■ Task objective: I'd like the entries repeated exactly, without their pictures.

■ Task data:
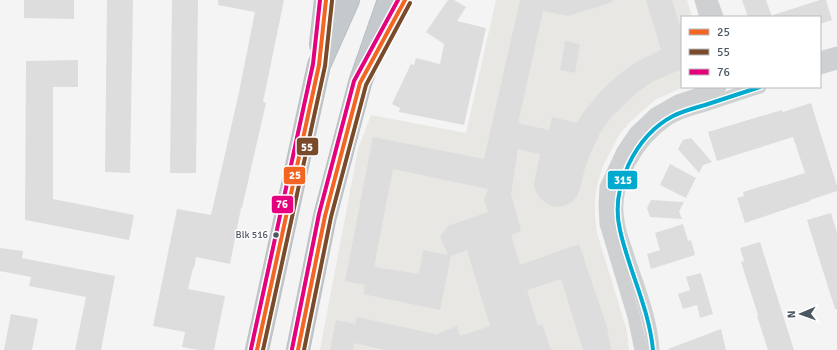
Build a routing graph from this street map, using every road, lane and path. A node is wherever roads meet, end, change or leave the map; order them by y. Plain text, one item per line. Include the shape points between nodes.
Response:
1 (326, 0) edge
2 (348, 0) edge
3 (389, 0) edge
4 (405, 0) edge
5 (701, 0) edge
6 (711, 0) edge
7 (706, 16) edge
8 (717, 16) edge
9 (837, 53) edge
10 (821, 58) edge
11 (837, 63) edge
12 (319, 65) junction
13 (821, 68) edge
14 (360, 82) junction
15 (717, 88) edge
16 (754, 88) edge
17 (734, 91) edge
18 (640, 315) junction
19 (257, 350) edge
20 (298, 350) edge
21 (642, 350) edge
22 (653, 350) edge

1 - 12 highway
2 - 12 highway
3 - 14 highway
4 - 14 highway
5 - 7 street
6 - 8 street
9 - 10 street
11 - 13 street
12 - 19 highway
14 - 20 highway via 325,216
15 - 18 street via 678,101 655,114 635,133 606,187 606,224
16 - 17 street
17 - 18 street via 668,119 644,140 621,181 617,220
18 - 21 street
18 - 22 street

■ Exercise answer:
Build a routing graph from this street map, using every road, lane and path. A node is wherever roads meet, end, change or leave the map; order them by y. Plain text, one item per line. Include the shape points between nodes.
Response:
1 (326, 0) edge
2 (348, 0) edge
3 (389, 0) edge
4 (405, 0) edge
5 (701, 0) edge
6 (711, 0) edge
7 (706, 16) edge
8 (717, 16) edge
9 (837, 53) edge
10 (821, 58) edge
11 (837, 63) edge
12 (319, 65) junction
13 (821, 68) edge
14 (360, 82) junction
15 (717, 88) edge
16 (754, 88) edge
17 (734, 91) edge
18 (640, 315) junction
19 (257, 350) edge
20 (298, 350) edge
21 (642, 350) edge
22 (653, 350) edge

1 - 12 highway
2 - 12 highway
3 - 14 highway
4 - 14 highway
5 - 7 street
6 - 8 street
9 - 10 street
11 - 13 street
12 - 19 highway
14 - 20 highway via 325,216
15 - 18 street via 678,101 655,114 635,133 606,187 606,224
16 - 17 street
17 - 18 street via 668,119 644,140 621,181 617,220
18 - 21 street
18 - 22 street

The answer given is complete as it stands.